In Pulse magazine, a periodical intended for and distributed to practicing medical practitioners and alumni, they surveyed a randomly-selected group of GPs on which issues they felt were the most pressing to them, vis-a-vis community health. The top two, unsurprisingly and solipsistically, pertained to the GPs themselves—lower workload and higher pay being their “in an ideal world” requisites. Following that, the third concern revolved around senior citizens’ health and their access to healthcare; increased youth funding and access was at eleven. Mental health ranked even lower.

I don’t think it’s coincidental to these bizarre rankings that New Zealand doctors are, on average, old (or at least not spring-chickens young—sorry to be ageist Mum!). The highest percentage of active doctors in NZ is between the ages of 45 and 49, with the median age also falling within that bracket. Perhaps with age comes past stigmas and disinclination to follow new strictures, no matter how imperative or peer-reviewed.

Or perhaps it’s simply this: medical professionals are fallible. They will make mistakes. These mistakes, when made, are impossible to deny. Personal culpability, however, is easier to repudiate, especially when you can enforce it with decades of learned behaviour.

The learned behaviour in this case is where the seemingly innocuous difference between “withdrawal” and “discontinuation” lies. The medical profession uses the word “discontinuation” for drugs that “are not habit-forming”, “are not addictive”, and “do not form drug-seeking behaviour”. But when you get prescribed SSRIs, you’ll be told to take your dose daily—not only that, but at the same time each day. Isn’t that the dictionary definition of “habit-forming”? When SSRIs are suddenly discontinued, previous symptoms will likely relapse until treatment is re-continued—isn’t that addiction, dependency?

In an example people who suffer from GAD or Panic Disorder will be all-too-familiar with, benzos—which ameliorate panic attacks and panic ideation with divine efficacy—are handed out sparingly, often begrudgingly. There is, supposedly, sound reasoning behind this. The risk of “addiction” and “unpleasant withdrawals” are high.

Except that in 2011, a team of researchers found that SSRI “discontinuation” and benzodiazepine “withdrawal” were similarly—almost identically—unpleasant. So why are benzos so controlled and stigmatised when SSRIs are so (rightly) freely available?

One layer deeper down the rabbit-hole: 1) our society has an encompassing fear, even antipathy, towards drugs that work instantly or quickly on the brain because 2) these drugs buttress the risk of “addiction”, which 3) causes damage later on. But these clauses are not an inevitable trajectory; they’re a constructed narrative, like everything else. It’s a narrative that’s lent credence by the social attitude to addiction as irresponsible crime. But there’s another weird social conception at play here too; we lampoon Christian Scientists, but boy have we taken their belief in nobility through suffering to heart.

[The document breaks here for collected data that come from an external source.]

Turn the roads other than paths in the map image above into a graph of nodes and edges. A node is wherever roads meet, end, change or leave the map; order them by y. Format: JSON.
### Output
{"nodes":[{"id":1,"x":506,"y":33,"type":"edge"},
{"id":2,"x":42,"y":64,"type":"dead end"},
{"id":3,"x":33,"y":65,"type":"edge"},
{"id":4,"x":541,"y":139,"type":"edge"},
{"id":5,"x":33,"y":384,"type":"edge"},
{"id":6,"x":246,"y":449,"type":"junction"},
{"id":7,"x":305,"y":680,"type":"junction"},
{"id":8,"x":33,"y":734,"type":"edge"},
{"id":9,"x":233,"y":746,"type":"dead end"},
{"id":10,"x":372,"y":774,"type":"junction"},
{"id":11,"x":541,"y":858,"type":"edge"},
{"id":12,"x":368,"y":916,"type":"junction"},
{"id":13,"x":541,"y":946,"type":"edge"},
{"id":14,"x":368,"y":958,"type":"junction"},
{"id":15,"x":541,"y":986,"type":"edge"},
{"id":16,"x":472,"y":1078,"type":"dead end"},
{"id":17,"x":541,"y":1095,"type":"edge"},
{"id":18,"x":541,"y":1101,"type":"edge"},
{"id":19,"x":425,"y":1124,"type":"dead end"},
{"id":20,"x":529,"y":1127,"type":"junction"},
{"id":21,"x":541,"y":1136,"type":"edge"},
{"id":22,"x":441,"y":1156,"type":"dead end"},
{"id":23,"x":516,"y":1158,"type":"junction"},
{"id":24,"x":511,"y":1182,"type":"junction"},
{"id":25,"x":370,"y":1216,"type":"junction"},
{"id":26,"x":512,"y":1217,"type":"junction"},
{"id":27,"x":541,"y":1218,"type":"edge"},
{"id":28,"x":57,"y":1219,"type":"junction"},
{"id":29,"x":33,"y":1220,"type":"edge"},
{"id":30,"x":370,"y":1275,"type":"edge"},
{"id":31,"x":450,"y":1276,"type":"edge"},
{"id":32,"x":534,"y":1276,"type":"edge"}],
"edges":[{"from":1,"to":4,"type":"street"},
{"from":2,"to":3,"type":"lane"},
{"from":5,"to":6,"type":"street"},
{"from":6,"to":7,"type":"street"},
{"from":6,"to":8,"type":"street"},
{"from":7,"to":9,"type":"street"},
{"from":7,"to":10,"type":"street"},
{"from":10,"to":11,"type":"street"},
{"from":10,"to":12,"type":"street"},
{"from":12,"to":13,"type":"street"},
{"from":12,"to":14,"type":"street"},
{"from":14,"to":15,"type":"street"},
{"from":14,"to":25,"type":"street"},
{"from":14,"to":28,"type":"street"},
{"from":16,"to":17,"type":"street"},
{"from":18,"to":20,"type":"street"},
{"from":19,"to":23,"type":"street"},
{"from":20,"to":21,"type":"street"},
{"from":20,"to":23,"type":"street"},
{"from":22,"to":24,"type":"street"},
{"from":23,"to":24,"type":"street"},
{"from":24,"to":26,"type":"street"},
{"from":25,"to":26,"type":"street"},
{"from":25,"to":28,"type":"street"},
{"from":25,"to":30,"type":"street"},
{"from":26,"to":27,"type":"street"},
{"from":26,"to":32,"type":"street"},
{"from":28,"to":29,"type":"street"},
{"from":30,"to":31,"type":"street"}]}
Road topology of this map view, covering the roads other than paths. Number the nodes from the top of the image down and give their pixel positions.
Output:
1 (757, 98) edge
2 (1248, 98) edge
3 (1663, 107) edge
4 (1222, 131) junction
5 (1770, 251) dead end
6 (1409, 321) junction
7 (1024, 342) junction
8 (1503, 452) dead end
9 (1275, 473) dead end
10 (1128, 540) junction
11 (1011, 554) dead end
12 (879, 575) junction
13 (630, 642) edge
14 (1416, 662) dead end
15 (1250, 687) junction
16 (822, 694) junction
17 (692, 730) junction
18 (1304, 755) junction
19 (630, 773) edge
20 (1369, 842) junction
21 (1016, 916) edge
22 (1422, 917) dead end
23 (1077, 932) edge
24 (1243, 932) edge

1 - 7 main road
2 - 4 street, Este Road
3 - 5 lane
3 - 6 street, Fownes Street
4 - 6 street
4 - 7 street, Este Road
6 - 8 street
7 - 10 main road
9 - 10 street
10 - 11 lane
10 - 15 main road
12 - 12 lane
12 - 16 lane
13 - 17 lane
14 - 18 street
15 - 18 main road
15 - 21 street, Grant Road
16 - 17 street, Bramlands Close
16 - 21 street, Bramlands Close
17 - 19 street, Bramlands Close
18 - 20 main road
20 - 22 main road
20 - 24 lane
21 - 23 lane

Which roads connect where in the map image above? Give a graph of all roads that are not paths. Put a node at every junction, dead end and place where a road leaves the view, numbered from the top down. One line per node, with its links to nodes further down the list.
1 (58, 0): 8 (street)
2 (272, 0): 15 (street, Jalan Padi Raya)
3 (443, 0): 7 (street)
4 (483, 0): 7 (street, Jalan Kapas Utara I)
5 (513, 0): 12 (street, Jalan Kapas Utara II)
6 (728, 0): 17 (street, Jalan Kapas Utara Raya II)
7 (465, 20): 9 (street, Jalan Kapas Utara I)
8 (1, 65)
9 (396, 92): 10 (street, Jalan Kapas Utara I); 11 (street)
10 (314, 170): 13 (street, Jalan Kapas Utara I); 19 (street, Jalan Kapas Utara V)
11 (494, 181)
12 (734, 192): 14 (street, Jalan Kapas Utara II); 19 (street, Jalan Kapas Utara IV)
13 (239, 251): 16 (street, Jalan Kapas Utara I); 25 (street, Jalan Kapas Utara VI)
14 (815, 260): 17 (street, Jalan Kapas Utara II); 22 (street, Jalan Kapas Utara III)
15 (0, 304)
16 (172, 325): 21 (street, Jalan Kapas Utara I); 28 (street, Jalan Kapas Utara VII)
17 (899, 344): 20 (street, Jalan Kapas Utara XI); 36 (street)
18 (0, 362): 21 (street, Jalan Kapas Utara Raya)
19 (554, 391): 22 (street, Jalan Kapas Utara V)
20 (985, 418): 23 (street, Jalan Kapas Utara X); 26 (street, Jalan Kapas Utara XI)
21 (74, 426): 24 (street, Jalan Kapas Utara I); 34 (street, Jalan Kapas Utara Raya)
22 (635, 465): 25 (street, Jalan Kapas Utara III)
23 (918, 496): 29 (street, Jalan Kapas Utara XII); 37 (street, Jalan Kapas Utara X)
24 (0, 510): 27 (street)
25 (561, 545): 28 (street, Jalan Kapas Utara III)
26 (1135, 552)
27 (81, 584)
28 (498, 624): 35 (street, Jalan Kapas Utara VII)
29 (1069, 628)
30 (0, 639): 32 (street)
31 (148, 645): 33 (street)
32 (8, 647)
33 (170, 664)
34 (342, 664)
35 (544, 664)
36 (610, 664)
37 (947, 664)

This is bullshit. We do not need to suffer to live a fulfilled life. We should be candid about our pain, our anguish, and we have every right to ameliorate these sufferings in ways that work and that are proven to be safe—social stigma be damned. But first we need candid, unmediated information about our pills. We need to know the pros, the cons, and the gravity involved if we are to best negotiate future suffering.

But most of all, we need to realise that medicine is not objective, but a process—a progressive multi-layered thing built around trials and errors and assumptions. And for the health and dignity of each and every member of any community, we need to know that our medical professionals appreciate this.